(Records from a data source)

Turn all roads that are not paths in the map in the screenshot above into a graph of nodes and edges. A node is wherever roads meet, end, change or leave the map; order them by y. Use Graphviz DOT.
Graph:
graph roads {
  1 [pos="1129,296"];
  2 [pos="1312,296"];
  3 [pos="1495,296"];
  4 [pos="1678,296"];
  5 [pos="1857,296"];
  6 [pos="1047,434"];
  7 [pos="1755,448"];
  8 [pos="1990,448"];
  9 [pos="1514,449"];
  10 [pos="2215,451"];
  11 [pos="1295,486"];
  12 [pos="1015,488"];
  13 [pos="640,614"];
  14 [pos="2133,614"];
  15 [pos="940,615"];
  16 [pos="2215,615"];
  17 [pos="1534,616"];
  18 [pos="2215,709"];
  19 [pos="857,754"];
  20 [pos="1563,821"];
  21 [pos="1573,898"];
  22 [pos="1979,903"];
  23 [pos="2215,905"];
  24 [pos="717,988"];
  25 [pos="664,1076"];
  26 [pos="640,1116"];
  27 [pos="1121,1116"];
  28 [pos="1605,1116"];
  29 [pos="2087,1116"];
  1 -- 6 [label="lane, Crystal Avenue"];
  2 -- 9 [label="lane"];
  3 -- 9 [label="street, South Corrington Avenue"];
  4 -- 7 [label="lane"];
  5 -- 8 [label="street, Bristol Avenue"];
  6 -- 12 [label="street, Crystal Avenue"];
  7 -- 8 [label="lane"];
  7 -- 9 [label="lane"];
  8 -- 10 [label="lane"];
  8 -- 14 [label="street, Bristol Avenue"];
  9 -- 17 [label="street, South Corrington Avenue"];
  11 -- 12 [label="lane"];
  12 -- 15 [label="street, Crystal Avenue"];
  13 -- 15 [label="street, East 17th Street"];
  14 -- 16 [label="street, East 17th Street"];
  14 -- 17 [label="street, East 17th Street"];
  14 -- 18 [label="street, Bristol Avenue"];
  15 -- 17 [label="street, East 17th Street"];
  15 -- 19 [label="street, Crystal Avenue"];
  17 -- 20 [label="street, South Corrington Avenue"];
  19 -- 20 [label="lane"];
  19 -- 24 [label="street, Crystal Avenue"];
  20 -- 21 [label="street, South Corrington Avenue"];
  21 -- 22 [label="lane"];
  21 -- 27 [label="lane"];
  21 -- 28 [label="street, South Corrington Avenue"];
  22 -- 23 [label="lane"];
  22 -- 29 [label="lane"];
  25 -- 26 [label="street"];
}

==

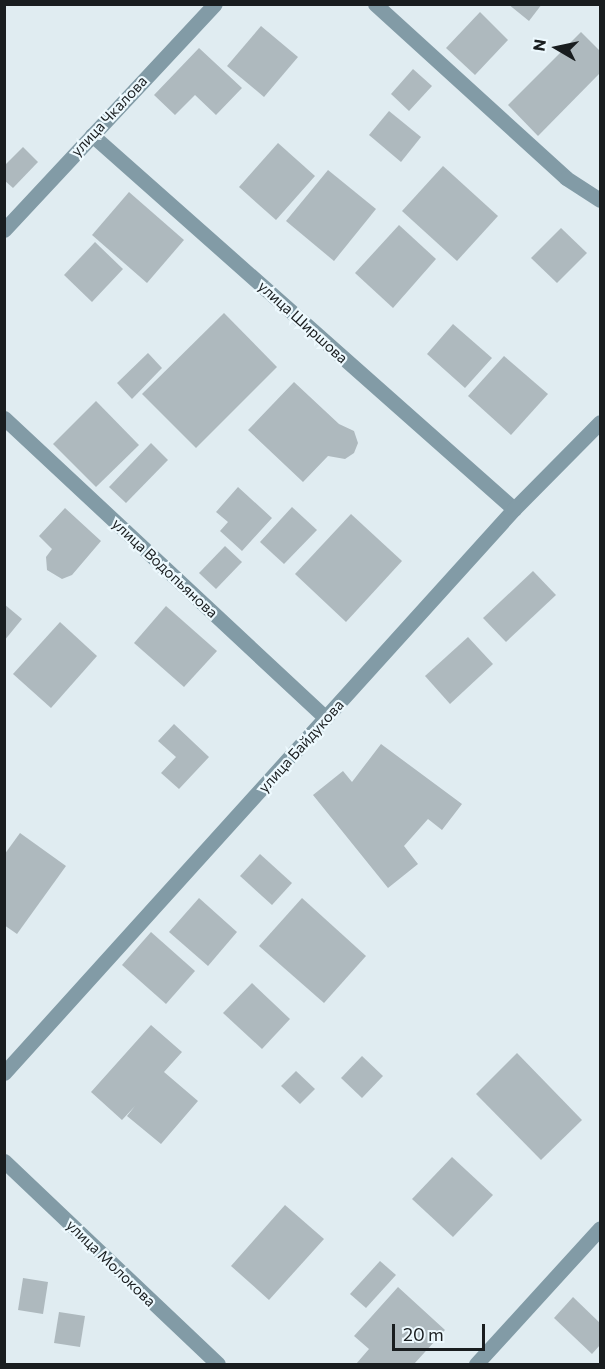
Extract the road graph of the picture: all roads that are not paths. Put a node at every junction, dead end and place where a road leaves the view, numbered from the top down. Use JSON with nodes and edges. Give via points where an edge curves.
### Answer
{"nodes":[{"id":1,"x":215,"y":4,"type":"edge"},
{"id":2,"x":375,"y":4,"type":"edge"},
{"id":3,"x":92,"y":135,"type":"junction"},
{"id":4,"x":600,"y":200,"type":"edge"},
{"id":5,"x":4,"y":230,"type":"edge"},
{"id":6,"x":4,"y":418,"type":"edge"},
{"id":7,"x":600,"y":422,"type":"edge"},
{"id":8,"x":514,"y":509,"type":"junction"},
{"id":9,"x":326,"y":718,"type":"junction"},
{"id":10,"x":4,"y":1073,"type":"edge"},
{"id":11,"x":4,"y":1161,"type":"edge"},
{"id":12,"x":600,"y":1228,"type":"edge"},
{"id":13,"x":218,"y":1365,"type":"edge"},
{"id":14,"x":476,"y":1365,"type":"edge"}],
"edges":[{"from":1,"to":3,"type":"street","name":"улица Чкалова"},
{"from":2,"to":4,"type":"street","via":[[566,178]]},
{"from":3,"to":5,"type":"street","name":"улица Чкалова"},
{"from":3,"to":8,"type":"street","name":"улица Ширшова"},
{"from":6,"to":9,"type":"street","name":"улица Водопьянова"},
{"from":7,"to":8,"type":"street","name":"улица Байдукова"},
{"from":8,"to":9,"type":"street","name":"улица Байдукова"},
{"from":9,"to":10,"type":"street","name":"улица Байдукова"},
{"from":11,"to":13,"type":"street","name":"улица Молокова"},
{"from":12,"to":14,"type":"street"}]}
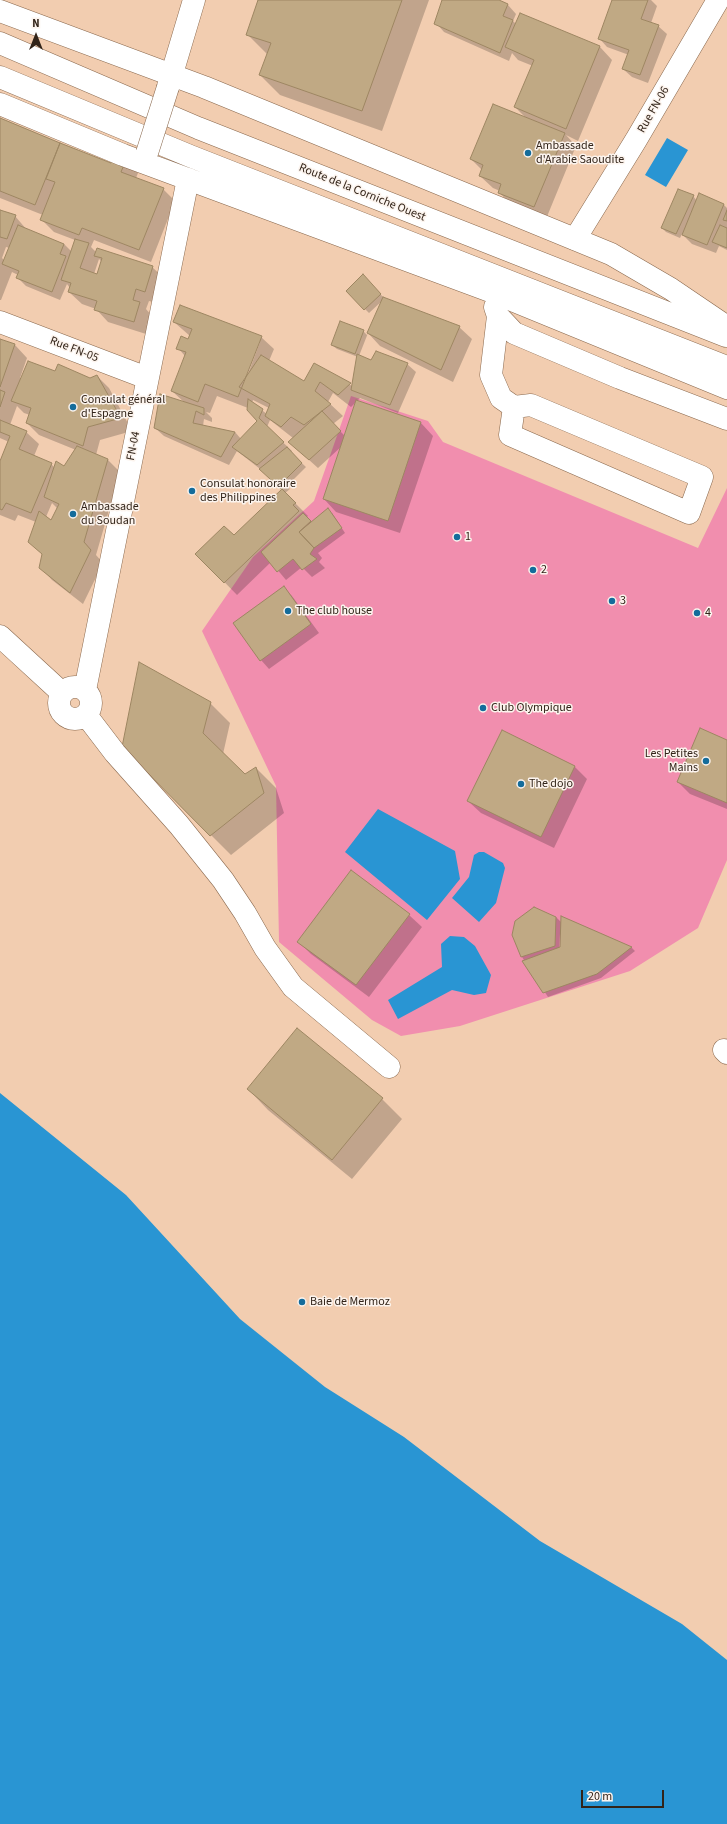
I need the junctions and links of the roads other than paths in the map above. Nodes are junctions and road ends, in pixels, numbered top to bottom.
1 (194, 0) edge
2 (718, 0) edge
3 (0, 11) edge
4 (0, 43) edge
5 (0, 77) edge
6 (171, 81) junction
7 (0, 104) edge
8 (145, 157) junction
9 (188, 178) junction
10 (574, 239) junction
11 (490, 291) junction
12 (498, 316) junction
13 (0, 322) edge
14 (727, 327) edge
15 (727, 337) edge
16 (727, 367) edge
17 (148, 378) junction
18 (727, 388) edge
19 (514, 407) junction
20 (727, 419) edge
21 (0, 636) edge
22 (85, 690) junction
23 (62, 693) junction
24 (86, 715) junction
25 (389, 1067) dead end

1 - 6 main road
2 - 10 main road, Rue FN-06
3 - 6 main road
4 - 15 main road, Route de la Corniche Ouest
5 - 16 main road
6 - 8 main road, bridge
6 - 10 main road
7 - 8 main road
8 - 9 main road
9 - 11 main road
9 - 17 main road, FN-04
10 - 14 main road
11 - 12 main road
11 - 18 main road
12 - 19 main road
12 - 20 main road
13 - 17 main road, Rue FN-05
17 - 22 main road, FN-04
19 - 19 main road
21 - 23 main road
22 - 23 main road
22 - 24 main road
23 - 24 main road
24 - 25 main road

**Assignment:** In the lines above, find the word "that" and copy every line it occurs in.

**Result for this exercise:**
Turn all roads that are not paths in the map in the screenshot above into a graph of nodes and edges. A node is wherever roads meet, end, change or leave the map; order them by y. Use Graphviz DOT.
Extract the road graph of the picture: all roads that are not paths. Put a node at every junction, dead end and place where a road leaves the view, numbered from the top down. Use JSON with nodes and edges. Give via points where an edge curves.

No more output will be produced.